09. Mai 2018

Cyber-Souveränität - gut vorbereitet

Nicole Wettstein - Cybersecurity

Gemeinsam mit dem Eidgenössischen Departement für Verteidigung, Bevölkerungsschutz und Sport VBS und dessen Expertengruppe Cyber-Defence organisierte die SATW am 4. Mai einen Workshop, der zur Vorbereitung für die zweiten Ausgaben des Forums und der Abendveranstaltung «Cyber-Souveränität» vom 19. September 2018 dienen sollte. Rund 40 Teilnehmenden aus den Bereichen Wissenschaft, Wirtschaft und Sicherheitspolitik folgten der Einladung.

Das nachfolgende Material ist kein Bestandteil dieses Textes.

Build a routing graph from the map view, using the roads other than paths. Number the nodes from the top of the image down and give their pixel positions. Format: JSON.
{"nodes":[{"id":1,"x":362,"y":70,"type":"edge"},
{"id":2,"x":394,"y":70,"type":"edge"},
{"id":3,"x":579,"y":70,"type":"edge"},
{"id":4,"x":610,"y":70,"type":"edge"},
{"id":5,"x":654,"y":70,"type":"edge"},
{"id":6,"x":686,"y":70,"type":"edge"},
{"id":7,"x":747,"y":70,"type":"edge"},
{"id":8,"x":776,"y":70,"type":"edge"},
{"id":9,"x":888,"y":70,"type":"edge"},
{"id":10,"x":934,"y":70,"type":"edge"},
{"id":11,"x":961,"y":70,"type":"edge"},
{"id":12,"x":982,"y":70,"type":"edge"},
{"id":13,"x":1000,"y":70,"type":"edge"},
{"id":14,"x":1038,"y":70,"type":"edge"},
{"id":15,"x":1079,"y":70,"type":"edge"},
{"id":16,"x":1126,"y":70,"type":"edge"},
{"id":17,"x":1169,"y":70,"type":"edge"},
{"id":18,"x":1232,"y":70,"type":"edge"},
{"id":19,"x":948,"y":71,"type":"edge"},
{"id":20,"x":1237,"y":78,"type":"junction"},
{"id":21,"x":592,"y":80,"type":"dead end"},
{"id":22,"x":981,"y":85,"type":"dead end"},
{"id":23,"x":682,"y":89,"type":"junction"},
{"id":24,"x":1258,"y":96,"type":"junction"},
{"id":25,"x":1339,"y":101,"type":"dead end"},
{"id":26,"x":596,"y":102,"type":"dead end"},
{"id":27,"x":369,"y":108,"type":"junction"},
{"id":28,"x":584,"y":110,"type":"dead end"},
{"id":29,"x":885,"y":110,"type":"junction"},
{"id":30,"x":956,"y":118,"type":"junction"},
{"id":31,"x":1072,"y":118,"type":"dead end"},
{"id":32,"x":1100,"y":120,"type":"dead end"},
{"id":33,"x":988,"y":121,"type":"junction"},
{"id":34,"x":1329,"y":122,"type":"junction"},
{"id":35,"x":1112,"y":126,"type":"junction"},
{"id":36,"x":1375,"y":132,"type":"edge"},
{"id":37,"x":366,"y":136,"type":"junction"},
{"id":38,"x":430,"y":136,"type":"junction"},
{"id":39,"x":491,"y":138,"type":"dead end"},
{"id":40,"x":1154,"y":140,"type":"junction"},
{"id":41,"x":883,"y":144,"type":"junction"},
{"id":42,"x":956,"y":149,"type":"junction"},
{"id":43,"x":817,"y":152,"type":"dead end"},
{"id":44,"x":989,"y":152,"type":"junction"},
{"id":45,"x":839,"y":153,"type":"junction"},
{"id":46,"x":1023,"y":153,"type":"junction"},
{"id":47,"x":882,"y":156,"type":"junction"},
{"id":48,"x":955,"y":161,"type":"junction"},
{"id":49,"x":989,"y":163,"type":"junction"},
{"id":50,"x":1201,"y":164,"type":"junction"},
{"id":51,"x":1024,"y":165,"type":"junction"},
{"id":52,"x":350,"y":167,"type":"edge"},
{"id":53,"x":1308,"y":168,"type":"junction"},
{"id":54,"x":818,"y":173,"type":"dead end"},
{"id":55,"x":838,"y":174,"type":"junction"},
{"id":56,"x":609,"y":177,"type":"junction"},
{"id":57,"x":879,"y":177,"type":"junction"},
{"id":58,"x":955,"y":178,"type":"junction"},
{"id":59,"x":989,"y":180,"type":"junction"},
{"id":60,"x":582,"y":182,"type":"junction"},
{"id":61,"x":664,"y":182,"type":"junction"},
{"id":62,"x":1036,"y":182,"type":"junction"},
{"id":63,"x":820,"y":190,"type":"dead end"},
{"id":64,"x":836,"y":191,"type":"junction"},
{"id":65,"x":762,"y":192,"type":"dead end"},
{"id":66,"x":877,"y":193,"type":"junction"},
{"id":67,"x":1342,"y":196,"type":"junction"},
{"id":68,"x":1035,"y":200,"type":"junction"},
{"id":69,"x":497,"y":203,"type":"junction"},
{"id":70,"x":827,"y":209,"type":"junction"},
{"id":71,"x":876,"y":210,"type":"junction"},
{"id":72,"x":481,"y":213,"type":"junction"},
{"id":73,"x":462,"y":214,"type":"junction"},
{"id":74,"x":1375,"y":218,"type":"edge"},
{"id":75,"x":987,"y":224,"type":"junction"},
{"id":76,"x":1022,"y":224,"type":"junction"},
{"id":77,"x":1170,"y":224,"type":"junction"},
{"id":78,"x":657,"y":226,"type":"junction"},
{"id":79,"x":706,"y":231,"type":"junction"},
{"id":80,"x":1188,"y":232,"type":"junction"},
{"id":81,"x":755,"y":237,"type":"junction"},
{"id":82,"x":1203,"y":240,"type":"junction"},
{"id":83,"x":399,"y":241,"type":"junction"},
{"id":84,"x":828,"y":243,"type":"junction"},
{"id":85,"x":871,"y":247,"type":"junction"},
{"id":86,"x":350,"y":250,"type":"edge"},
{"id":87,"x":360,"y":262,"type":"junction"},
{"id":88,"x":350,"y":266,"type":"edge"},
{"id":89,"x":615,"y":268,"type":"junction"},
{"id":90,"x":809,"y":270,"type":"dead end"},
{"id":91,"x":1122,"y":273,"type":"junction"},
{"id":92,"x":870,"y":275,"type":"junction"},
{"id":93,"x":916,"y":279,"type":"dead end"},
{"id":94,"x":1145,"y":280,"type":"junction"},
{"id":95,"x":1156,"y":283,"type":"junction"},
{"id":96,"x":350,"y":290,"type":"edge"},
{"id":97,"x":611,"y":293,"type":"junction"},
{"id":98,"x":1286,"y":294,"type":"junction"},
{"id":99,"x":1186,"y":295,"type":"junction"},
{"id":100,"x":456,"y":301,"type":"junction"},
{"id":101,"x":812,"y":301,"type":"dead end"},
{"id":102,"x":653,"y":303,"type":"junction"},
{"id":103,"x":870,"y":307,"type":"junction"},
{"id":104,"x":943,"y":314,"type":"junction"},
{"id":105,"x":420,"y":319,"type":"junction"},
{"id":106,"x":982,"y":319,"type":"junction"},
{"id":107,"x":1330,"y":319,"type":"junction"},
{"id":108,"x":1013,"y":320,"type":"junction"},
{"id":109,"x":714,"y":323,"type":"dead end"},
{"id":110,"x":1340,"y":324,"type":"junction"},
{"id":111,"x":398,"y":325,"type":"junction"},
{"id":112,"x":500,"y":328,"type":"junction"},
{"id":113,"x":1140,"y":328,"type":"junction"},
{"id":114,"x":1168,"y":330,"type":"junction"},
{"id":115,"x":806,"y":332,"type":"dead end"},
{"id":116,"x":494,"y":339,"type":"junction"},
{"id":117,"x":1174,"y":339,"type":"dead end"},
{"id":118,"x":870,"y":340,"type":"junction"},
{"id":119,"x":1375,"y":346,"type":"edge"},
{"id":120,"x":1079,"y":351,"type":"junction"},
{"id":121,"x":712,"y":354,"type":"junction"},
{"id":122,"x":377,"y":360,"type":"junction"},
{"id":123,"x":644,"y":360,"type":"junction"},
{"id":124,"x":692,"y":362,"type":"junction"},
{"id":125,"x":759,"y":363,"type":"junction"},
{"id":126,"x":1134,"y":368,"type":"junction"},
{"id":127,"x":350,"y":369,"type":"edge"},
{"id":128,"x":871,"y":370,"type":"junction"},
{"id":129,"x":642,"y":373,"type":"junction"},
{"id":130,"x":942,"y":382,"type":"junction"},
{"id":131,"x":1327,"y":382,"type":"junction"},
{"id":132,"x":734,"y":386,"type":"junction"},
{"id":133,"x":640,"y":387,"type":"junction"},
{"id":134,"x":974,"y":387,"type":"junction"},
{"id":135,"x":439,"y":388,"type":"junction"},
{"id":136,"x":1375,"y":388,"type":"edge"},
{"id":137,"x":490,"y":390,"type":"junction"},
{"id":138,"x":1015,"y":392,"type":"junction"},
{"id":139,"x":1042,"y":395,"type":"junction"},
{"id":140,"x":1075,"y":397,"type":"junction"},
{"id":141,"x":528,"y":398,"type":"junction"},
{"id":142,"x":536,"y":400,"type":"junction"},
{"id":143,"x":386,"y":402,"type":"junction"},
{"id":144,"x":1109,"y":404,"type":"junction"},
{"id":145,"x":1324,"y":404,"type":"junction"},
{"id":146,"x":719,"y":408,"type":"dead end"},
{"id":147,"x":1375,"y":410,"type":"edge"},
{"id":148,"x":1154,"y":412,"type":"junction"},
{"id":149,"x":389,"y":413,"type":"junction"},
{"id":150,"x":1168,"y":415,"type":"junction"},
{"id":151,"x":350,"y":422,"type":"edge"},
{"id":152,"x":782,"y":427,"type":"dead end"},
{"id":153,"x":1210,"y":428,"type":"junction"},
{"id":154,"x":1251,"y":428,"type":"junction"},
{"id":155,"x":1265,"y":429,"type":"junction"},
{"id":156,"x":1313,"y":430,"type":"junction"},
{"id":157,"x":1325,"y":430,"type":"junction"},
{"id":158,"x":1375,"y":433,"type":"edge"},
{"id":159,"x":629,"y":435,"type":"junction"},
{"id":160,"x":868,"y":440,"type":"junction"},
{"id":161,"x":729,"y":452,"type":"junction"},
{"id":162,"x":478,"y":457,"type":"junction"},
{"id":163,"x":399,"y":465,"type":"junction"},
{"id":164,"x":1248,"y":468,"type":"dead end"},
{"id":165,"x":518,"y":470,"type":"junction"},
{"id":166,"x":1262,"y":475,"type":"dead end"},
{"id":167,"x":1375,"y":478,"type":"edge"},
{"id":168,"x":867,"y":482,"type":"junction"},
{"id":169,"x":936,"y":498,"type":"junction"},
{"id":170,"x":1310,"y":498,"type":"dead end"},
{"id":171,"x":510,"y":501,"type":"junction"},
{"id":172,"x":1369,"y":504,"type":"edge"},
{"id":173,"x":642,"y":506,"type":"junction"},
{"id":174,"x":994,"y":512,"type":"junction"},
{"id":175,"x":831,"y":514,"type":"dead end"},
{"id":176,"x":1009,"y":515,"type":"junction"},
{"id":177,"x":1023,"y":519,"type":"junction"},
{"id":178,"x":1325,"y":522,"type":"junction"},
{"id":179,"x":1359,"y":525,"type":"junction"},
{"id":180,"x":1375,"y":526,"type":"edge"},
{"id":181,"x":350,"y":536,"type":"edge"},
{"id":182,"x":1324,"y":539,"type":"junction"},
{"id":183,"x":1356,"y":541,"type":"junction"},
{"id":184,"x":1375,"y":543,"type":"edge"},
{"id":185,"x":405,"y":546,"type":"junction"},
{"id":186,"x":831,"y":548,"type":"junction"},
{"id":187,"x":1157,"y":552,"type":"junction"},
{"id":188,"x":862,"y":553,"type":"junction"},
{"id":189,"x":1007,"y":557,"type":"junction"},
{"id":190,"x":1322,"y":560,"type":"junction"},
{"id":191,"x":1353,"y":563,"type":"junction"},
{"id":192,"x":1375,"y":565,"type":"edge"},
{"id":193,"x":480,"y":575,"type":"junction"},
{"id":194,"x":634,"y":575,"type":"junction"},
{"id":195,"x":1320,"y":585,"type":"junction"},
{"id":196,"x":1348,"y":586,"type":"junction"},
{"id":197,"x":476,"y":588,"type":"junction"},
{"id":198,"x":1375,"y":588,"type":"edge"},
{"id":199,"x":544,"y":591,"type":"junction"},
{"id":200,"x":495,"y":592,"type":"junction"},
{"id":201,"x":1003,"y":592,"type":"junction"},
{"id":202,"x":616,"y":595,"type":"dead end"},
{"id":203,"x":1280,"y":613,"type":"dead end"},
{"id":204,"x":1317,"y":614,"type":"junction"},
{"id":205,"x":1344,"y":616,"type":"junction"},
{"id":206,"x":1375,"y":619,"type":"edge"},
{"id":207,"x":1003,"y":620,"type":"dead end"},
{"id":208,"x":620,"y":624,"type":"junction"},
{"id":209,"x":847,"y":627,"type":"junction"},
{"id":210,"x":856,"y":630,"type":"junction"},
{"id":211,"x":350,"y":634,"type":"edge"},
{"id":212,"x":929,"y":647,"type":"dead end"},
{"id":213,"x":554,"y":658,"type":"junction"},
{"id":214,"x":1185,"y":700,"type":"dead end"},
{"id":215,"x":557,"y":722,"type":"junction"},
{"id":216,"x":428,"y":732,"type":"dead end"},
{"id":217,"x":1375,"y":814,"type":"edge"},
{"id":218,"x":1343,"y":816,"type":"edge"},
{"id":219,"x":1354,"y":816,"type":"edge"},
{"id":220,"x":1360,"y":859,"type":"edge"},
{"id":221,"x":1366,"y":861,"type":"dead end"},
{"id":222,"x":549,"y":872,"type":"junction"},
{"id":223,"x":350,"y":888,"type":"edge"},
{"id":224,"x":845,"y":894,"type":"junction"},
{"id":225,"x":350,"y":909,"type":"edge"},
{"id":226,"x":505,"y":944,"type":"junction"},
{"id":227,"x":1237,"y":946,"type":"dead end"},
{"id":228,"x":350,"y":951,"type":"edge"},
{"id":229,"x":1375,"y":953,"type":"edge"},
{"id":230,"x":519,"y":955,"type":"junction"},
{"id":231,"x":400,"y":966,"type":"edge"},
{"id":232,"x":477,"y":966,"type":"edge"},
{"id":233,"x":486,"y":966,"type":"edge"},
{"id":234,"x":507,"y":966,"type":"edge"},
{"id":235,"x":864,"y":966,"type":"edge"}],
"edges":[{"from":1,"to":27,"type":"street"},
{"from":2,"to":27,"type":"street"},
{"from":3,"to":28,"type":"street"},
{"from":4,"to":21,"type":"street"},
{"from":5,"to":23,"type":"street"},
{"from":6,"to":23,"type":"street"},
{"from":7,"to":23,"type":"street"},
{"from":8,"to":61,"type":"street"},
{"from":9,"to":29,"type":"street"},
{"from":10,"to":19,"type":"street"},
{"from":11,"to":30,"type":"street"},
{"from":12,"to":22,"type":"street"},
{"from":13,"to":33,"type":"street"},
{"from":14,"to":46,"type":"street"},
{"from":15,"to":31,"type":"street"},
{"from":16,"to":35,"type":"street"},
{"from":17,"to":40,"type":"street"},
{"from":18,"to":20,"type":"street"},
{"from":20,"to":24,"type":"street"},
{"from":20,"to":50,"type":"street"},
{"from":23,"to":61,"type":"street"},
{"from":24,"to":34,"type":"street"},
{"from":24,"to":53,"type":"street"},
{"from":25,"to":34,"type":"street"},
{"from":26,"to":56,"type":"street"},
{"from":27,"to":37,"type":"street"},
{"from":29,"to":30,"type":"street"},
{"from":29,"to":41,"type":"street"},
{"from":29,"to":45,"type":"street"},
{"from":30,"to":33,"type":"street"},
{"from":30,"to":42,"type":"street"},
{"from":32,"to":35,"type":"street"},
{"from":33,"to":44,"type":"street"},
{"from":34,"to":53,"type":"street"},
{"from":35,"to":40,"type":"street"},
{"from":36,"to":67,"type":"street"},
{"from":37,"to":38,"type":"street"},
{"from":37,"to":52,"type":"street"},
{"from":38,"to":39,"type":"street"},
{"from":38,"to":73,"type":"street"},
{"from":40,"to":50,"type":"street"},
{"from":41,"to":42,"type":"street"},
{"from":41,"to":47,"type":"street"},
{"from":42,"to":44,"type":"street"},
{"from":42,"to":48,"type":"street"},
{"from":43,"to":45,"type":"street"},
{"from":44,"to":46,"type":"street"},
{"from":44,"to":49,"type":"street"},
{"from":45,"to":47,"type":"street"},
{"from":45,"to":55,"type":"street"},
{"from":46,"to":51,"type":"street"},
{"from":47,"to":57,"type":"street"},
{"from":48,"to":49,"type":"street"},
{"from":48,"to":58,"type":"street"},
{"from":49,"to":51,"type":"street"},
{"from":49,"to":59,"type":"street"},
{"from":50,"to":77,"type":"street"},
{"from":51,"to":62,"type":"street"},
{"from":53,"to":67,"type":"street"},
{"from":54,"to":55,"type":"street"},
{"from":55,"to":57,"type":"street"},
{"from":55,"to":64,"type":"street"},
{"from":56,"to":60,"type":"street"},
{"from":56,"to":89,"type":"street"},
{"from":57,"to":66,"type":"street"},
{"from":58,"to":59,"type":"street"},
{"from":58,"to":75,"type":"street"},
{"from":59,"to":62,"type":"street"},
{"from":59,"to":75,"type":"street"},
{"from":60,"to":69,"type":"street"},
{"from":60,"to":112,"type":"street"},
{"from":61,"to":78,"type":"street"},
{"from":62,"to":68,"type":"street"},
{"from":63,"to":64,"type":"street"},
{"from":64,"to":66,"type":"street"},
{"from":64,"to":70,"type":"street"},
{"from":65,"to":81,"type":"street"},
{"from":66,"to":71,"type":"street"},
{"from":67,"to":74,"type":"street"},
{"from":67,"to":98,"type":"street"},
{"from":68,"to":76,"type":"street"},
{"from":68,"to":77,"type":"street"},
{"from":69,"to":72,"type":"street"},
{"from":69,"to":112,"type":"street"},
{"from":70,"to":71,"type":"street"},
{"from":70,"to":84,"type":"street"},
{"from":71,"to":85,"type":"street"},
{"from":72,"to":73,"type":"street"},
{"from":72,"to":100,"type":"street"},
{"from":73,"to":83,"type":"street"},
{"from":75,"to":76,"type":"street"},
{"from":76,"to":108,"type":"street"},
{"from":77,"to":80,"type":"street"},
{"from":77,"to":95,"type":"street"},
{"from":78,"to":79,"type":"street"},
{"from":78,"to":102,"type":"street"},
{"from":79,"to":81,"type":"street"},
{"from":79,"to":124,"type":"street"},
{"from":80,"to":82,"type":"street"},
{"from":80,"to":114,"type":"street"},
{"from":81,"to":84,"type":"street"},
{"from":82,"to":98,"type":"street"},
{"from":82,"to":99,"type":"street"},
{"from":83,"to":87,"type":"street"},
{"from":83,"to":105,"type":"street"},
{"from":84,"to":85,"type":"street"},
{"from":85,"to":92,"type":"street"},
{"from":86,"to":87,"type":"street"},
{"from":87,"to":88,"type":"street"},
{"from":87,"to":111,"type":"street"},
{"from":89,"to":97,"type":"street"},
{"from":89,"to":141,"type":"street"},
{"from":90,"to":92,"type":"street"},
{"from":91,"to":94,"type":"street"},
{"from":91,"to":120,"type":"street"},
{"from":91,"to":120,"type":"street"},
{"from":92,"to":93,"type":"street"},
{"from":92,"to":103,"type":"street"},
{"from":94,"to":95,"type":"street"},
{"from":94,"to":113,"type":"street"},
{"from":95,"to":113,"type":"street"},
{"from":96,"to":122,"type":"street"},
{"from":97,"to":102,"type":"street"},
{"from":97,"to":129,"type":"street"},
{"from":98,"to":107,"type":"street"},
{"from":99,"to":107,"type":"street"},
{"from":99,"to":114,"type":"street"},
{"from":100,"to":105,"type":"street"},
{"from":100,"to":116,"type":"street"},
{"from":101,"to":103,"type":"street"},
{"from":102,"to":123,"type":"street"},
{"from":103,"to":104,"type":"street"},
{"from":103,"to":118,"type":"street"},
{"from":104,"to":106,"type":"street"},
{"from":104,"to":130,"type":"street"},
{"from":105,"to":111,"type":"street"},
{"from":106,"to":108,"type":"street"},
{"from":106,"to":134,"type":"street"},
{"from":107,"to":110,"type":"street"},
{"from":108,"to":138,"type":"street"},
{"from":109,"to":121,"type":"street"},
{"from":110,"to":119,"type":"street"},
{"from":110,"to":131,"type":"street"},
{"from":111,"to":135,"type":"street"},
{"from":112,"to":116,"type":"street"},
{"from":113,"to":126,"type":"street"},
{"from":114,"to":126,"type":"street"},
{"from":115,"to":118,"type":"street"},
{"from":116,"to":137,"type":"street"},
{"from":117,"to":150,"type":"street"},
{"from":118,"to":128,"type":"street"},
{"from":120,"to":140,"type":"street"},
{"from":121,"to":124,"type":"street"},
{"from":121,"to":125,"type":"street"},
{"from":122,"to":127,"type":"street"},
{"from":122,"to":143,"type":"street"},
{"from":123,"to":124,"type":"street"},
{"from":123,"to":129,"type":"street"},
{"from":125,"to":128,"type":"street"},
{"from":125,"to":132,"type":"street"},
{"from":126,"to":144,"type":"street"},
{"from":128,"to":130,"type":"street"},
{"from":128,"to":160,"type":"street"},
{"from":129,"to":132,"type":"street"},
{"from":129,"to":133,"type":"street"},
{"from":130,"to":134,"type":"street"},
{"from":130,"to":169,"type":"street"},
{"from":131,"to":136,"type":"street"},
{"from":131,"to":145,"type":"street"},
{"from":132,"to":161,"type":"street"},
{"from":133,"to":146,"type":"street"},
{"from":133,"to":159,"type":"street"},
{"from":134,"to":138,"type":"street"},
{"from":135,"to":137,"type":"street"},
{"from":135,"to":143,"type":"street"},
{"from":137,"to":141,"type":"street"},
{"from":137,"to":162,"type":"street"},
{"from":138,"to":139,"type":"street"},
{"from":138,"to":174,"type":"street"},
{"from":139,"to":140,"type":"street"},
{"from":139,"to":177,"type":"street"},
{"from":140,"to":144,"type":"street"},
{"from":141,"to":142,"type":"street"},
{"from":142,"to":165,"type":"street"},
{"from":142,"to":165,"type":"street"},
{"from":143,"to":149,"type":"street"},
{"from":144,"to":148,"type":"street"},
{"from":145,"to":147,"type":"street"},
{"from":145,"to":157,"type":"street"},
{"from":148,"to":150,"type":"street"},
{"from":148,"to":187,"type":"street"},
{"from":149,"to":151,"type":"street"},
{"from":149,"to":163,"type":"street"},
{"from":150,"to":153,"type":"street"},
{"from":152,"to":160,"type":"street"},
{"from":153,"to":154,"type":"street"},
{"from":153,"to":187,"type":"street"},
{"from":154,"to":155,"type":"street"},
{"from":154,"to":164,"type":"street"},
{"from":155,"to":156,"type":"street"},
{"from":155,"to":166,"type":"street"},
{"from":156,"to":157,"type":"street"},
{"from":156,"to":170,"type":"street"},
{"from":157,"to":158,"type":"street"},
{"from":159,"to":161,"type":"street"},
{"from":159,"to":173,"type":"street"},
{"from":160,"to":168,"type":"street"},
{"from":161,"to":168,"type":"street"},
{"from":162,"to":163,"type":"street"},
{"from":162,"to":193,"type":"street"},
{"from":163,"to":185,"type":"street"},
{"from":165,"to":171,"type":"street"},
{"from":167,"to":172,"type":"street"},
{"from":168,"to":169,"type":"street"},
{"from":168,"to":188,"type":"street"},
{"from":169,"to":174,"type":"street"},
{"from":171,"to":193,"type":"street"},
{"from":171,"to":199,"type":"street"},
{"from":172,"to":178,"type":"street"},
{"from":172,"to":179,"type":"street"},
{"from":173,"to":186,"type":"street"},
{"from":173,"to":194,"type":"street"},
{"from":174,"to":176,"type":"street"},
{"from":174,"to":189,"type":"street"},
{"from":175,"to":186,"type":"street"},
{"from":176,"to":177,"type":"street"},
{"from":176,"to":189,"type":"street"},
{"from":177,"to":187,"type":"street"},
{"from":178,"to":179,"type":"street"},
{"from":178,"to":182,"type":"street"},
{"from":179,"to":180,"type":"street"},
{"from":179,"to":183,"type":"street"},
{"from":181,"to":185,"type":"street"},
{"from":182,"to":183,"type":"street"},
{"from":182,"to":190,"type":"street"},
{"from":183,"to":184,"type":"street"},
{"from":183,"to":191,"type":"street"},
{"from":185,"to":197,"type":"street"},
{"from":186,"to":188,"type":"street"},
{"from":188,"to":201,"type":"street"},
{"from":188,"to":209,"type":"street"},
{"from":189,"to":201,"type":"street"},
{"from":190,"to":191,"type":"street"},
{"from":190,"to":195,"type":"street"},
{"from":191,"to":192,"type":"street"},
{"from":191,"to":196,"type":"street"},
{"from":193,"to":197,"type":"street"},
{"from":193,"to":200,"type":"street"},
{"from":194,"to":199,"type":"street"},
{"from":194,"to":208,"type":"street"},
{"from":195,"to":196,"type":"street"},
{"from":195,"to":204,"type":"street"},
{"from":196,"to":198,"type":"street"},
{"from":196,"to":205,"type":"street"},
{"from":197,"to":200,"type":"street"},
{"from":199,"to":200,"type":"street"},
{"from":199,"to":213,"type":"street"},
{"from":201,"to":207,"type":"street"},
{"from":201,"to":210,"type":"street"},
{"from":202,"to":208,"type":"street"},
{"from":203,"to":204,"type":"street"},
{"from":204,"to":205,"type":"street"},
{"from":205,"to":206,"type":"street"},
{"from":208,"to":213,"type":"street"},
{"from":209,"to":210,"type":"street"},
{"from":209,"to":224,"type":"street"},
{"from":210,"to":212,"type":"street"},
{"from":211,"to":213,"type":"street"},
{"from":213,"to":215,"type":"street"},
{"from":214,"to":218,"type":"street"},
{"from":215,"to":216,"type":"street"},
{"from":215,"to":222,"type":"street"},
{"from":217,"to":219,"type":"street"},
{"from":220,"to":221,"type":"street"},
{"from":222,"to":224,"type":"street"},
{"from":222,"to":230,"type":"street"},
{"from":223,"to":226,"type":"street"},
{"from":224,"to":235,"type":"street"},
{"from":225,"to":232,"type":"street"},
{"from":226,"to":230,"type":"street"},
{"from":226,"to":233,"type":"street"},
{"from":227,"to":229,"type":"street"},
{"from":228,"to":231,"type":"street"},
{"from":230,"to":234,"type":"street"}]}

Von links nach rechts: Adolf Dörig, Präsident der Expertengruppe Cyber-Defence, David Basin, ETH-Präsident für Informationssicherheit, Gérald Vernez

In der Bibliothek am Guisanplatz führten Adolf Dörig, Präsident der Expertengruppe Cyber-Defence, sowie Eric Fumeaux, Vizepräsident SATW, ins Thema ein und erläuterten die Ziele des halbtägigen Workshops. Um für alle Teilnehmenden eine gemeinsame Diskussionsbasis zu erreichen, stellten Exponenten aus Wissenschaft und Verwaltung aktuelle Entwicklungen der Thematik vor. Myriam Dunn Cavelty präsentierte die Studie «Cyber Sovereignty» des Center for Security Studies CSS der ETH Zürich. David Basin gab einen Einblick in die sichere Netzwerkarchitektur «Scion», Gérald Vernez stellte den Aktionsplan Cyber-Defence vor und Hans Rudolf Bircher präsentierte das Konzept des CYD-Campus. 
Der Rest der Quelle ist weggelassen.